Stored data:
-- -- --

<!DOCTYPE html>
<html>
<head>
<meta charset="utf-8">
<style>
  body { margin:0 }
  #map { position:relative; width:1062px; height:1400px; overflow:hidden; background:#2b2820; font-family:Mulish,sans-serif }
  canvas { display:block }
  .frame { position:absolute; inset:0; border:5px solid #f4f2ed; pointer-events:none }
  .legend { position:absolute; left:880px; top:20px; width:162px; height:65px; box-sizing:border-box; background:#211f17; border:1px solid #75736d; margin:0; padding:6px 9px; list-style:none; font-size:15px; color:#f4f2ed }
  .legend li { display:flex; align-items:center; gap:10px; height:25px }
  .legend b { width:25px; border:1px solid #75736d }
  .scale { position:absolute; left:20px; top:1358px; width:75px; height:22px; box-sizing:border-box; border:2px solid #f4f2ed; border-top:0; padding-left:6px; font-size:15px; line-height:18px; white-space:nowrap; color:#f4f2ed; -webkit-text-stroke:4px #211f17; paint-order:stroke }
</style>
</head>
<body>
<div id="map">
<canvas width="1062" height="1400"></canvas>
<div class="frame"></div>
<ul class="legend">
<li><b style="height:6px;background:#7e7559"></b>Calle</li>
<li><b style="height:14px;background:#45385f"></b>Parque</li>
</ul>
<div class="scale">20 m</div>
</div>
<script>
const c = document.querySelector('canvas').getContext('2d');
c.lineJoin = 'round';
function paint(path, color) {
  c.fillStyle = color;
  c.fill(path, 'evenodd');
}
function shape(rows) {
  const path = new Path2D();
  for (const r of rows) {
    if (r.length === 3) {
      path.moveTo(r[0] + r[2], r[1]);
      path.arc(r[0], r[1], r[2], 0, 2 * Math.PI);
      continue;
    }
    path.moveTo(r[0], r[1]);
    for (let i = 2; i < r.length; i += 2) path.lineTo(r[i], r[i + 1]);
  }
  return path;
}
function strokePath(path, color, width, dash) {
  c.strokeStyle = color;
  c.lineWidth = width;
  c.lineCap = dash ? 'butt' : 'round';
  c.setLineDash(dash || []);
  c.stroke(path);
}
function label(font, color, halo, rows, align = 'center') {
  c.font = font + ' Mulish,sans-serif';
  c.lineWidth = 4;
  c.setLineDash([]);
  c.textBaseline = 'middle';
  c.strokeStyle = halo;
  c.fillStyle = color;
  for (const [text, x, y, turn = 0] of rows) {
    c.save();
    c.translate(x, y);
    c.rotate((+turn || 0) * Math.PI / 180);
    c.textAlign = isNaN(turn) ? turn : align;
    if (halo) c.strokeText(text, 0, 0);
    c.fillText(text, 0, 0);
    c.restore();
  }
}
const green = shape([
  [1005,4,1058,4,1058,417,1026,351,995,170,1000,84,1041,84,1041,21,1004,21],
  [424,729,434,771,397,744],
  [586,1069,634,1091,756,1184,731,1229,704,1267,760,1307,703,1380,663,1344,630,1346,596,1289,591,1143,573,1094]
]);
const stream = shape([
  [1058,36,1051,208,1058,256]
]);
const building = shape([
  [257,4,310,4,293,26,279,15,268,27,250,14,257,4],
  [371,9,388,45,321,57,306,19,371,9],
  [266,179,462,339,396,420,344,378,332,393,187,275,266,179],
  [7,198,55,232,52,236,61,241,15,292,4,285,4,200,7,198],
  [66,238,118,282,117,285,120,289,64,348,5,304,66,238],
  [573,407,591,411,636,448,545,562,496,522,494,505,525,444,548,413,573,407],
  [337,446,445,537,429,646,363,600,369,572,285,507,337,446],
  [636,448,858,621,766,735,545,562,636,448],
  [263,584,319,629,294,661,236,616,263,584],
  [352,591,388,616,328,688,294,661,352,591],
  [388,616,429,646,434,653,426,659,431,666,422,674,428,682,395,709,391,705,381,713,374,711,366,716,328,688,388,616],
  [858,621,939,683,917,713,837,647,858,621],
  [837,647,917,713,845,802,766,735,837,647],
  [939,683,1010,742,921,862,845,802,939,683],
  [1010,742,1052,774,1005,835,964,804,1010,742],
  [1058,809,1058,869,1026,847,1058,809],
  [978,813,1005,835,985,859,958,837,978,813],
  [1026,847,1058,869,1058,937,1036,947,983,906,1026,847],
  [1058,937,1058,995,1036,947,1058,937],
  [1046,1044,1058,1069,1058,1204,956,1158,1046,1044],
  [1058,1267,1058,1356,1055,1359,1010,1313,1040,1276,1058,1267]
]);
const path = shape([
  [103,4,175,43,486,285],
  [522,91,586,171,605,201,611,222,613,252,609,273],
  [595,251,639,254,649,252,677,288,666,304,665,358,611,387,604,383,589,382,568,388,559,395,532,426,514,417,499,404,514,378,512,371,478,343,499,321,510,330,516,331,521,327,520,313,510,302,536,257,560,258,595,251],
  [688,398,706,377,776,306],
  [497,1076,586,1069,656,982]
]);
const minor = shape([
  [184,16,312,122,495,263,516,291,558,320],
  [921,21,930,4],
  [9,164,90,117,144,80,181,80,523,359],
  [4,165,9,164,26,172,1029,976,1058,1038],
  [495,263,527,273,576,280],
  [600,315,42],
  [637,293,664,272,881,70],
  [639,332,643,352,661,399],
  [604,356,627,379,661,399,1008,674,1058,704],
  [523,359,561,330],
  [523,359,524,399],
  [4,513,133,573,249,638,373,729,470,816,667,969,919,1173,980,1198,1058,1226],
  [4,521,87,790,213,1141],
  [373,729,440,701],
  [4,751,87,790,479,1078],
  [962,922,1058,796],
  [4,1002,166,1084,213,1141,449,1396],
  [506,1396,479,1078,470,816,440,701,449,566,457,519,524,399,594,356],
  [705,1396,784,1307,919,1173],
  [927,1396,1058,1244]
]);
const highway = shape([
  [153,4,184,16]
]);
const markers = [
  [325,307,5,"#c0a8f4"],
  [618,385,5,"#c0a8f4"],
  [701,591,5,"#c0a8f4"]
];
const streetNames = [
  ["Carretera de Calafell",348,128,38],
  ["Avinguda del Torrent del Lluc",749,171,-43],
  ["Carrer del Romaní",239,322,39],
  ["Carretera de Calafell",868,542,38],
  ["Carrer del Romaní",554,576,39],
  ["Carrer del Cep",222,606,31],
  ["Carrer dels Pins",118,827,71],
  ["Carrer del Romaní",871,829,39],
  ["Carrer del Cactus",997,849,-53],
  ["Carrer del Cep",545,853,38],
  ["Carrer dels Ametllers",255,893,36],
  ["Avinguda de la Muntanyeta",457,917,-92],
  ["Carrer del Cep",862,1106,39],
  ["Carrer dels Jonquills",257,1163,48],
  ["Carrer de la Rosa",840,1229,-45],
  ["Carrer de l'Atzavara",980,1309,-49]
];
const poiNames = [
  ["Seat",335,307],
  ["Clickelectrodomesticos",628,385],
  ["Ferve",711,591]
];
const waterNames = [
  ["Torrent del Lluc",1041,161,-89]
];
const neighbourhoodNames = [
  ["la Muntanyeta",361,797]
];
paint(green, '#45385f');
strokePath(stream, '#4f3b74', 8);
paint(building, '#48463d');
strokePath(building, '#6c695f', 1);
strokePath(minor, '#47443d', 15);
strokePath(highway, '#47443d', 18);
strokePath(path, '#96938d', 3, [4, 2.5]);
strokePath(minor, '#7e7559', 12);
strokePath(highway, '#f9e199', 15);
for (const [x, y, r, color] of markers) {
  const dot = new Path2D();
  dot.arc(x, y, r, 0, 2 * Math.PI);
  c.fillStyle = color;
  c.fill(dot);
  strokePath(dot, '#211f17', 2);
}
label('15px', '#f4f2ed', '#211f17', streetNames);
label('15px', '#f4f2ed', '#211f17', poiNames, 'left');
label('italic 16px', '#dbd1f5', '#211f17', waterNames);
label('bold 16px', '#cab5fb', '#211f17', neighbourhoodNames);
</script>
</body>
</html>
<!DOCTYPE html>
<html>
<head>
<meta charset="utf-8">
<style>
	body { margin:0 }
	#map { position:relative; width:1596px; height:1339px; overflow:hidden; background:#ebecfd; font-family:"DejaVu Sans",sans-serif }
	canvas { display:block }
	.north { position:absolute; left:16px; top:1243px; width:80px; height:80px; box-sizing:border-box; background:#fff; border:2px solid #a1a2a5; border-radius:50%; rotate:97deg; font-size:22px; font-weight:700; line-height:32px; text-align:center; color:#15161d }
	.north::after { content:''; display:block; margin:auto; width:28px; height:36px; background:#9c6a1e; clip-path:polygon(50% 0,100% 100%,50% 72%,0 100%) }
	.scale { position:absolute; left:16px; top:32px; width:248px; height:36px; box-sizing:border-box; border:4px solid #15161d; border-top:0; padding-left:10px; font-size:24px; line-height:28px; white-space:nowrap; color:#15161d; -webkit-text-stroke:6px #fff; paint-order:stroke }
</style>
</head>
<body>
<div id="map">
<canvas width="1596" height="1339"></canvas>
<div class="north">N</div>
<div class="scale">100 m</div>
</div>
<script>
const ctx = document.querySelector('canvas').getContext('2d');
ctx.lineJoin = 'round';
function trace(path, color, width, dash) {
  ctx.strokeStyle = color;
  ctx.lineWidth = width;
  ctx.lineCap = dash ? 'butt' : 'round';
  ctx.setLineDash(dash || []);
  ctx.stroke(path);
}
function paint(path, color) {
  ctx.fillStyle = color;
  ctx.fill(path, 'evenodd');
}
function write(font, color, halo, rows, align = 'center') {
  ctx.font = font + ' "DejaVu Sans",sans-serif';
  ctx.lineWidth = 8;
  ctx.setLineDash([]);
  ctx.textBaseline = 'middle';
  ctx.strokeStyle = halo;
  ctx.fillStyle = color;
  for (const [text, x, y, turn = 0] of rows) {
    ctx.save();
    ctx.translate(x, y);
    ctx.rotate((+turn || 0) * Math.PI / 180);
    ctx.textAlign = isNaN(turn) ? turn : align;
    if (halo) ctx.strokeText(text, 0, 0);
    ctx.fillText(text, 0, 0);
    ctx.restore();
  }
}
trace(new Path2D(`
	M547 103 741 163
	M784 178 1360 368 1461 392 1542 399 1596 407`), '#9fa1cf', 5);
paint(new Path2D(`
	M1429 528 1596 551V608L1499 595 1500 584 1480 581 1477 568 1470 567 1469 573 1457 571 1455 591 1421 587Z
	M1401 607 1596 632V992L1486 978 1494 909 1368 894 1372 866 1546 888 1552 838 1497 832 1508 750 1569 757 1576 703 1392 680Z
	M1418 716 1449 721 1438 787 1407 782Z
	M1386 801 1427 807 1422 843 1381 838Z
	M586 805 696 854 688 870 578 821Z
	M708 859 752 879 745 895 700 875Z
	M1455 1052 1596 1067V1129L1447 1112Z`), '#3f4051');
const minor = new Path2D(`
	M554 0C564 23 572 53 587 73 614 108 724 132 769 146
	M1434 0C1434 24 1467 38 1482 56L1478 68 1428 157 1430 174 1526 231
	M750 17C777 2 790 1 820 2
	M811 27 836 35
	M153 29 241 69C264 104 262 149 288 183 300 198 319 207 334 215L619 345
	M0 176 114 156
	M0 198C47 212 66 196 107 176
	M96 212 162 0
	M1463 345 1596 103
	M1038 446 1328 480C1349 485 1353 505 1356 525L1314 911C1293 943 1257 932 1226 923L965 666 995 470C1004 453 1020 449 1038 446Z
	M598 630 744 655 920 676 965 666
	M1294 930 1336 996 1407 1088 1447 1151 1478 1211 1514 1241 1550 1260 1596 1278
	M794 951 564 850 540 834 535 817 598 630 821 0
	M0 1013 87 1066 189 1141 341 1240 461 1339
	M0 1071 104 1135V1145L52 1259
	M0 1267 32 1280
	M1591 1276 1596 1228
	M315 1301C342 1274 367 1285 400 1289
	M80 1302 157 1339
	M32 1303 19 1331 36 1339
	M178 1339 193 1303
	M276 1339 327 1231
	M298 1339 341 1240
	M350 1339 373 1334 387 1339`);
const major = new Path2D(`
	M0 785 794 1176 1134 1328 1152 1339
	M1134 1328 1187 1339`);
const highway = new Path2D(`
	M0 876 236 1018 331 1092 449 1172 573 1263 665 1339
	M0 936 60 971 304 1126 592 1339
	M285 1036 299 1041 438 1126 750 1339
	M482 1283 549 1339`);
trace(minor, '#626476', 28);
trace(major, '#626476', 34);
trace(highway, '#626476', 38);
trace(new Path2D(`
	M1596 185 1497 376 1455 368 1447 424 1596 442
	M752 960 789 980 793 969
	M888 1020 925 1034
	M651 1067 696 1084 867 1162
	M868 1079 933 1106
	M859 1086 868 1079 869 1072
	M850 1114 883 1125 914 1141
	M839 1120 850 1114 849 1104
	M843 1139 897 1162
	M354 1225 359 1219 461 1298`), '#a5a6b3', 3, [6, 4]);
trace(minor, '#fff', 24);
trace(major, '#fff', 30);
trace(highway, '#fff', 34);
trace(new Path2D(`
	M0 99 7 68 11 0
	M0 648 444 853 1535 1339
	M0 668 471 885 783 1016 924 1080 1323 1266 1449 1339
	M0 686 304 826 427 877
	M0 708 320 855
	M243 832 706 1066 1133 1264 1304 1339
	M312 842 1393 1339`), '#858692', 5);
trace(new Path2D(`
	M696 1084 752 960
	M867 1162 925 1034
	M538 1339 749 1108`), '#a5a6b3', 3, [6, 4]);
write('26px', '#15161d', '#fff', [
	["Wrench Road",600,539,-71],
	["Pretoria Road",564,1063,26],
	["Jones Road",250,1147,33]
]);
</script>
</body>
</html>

-- -- --

TASK TO COMPLETE
Please filter the entries above down to the lines holding "lineCap" and copy them.

EXERCISE RESPONSE
  c.lineCap = dash ? 'butt' : 'round';
  ctx.lineCap = dash ? 'butt' : 'round';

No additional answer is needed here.